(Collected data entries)
*** Block opens ***

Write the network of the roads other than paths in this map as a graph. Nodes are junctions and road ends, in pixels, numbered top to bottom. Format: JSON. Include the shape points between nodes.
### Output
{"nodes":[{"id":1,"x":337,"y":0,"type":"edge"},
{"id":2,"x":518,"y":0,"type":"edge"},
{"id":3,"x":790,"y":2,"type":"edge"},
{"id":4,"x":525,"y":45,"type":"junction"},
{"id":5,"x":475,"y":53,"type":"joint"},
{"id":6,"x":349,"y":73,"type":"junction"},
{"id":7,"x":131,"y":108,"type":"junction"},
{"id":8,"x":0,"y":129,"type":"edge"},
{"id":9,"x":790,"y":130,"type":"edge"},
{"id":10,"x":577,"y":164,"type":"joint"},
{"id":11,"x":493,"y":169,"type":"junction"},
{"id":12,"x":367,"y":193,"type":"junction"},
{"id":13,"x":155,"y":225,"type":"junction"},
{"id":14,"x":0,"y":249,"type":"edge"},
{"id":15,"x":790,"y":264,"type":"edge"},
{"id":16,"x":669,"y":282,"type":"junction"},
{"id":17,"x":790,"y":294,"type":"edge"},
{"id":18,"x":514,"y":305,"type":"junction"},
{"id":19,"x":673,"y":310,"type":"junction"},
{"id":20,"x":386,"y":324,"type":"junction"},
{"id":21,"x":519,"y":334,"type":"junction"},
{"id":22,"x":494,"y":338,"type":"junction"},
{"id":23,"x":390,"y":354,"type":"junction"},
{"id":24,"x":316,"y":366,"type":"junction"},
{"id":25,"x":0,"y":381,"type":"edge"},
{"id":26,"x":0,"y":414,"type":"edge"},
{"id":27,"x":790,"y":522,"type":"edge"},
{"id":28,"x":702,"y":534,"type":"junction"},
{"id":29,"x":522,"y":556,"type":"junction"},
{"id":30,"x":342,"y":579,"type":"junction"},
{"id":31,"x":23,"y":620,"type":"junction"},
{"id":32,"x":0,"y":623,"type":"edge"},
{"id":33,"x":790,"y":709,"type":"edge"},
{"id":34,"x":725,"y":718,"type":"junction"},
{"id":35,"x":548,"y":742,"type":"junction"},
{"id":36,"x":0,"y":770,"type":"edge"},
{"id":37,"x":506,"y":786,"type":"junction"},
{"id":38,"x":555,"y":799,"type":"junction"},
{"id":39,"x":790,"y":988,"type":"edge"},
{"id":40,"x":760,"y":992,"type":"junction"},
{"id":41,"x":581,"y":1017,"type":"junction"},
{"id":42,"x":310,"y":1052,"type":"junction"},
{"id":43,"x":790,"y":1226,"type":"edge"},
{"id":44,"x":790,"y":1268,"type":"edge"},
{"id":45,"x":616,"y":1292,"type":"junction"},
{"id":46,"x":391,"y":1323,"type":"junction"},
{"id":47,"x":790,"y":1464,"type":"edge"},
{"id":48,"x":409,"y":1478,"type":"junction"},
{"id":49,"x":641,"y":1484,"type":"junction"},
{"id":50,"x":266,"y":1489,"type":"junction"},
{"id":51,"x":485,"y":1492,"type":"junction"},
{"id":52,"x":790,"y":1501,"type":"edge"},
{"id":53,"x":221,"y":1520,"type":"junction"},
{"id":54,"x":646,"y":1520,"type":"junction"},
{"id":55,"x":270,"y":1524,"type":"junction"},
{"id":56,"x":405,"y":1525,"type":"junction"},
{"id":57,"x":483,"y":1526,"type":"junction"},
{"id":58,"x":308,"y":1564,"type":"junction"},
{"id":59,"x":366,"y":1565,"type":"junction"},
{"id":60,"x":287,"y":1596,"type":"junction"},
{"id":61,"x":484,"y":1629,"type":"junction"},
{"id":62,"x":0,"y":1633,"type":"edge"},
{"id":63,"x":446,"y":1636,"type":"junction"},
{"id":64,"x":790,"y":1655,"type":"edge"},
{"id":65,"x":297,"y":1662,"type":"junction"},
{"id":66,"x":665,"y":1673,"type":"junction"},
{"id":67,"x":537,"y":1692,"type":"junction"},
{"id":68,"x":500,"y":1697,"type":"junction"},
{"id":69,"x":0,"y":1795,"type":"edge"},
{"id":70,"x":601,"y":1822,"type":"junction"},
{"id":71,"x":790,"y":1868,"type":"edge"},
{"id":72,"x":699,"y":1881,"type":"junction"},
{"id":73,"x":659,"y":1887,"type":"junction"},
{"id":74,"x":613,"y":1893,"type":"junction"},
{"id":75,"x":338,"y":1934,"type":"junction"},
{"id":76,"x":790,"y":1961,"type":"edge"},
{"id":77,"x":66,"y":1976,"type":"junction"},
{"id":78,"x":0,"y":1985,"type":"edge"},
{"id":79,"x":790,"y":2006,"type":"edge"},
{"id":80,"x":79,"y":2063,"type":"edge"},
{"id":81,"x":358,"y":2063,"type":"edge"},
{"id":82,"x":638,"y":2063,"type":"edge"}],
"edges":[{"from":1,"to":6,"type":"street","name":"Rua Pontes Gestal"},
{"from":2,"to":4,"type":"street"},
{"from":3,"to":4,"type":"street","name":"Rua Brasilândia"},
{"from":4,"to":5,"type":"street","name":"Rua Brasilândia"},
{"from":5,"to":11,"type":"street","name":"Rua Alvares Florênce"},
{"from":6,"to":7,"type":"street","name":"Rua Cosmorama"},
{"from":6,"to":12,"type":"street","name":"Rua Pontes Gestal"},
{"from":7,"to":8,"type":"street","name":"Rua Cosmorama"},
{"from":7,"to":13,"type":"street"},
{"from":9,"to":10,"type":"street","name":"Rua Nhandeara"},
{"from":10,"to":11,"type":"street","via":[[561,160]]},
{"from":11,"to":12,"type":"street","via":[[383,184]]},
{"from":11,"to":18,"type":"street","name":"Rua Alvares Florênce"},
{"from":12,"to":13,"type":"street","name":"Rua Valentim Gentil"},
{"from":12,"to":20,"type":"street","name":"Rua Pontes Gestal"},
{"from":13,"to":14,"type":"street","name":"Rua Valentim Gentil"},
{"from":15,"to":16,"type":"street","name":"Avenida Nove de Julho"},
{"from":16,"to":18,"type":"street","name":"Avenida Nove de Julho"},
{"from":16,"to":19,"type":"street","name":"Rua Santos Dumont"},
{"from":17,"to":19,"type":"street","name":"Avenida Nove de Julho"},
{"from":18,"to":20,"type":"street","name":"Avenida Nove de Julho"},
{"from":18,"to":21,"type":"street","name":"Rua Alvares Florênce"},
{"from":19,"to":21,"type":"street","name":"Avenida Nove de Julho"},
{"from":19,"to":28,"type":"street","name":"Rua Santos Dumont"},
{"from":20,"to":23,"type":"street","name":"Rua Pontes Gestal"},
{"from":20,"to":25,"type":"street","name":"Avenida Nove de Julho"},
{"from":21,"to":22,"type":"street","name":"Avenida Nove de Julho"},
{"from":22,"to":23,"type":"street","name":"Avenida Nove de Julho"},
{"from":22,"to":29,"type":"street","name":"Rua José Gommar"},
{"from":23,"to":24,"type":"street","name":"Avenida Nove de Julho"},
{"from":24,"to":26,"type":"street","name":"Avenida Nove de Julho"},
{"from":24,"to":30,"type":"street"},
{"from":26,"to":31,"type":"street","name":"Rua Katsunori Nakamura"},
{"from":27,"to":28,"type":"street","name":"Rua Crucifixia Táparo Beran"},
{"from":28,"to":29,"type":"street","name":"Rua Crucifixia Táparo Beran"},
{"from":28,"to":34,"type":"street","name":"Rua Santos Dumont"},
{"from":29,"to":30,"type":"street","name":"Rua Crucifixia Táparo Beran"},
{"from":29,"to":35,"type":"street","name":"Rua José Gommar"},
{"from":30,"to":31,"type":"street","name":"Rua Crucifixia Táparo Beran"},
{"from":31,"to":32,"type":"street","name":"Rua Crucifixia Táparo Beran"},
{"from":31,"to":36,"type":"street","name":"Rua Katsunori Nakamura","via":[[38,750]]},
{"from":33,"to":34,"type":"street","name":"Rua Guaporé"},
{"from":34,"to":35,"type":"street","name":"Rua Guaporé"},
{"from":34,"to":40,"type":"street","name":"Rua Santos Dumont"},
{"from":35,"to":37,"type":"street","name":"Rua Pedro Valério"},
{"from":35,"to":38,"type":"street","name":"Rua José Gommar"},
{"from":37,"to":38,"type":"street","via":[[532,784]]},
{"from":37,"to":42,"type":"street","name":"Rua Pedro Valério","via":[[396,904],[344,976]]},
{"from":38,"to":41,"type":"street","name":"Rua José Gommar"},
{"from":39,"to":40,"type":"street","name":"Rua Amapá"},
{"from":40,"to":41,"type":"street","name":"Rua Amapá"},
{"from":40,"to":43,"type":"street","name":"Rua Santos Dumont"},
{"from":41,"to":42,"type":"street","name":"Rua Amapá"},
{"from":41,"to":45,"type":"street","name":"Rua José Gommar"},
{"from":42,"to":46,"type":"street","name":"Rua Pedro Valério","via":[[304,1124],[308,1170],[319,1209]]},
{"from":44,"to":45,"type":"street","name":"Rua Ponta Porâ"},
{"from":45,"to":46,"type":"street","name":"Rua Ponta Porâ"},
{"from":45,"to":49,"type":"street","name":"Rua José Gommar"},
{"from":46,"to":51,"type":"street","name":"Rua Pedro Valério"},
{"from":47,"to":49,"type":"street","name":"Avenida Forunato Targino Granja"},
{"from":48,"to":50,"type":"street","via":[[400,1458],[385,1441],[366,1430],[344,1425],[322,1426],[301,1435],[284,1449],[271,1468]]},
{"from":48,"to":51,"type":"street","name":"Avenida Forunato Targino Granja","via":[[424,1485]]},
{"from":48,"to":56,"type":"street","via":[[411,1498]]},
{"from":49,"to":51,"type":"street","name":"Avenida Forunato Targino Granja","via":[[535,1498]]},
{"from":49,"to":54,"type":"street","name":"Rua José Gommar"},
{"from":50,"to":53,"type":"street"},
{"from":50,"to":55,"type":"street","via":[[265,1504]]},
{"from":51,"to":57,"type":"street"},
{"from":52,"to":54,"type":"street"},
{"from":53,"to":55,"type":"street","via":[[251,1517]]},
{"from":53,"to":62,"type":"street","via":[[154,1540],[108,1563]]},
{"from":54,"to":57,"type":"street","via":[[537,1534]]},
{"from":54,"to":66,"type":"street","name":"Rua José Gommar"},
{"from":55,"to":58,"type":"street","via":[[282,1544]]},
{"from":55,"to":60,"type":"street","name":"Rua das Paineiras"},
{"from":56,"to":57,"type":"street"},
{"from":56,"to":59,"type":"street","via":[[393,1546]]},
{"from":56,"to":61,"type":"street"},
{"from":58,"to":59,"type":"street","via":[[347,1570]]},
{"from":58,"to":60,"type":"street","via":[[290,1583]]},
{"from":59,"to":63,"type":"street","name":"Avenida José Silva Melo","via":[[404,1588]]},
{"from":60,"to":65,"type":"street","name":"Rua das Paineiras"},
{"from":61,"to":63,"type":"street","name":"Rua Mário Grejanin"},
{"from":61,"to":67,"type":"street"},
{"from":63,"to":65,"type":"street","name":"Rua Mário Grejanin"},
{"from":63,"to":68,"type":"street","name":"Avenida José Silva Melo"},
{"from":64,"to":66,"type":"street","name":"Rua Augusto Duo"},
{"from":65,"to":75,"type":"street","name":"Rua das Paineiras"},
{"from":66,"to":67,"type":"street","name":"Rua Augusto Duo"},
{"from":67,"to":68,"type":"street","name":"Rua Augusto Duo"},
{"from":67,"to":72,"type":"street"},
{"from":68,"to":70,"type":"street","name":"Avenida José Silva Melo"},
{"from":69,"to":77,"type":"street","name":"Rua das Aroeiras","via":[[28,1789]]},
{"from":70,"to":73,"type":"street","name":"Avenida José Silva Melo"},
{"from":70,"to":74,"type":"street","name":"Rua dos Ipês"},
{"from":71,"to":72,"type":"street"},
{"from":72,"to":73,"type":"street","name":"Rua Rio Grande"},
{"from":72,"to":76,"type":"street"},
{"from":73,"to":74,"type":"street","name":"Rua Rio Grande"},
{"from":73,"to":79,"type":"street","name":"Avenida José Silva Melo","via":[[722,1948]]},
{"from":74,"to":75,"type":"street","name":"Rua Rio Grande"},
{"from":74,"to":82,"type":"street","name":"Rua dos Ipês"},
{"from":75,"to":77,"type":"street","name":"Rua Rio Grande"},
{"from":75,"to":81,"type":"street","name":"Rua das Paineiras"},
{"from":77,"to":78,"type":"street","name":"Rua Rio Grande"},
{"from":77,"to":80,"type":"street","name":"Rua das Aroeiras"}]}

*** Block closes ***

Work request: If a line in the entries above contains the word "Katsunori", copy it.

Finished exercise:
{"from":26,"to":31,"type":"street","name":"Rua Katsunori Nakamura"},
{"from":31,"to":36,"type":"street","name":"Rua Katsunori Nakamura","via":[[38,750]]},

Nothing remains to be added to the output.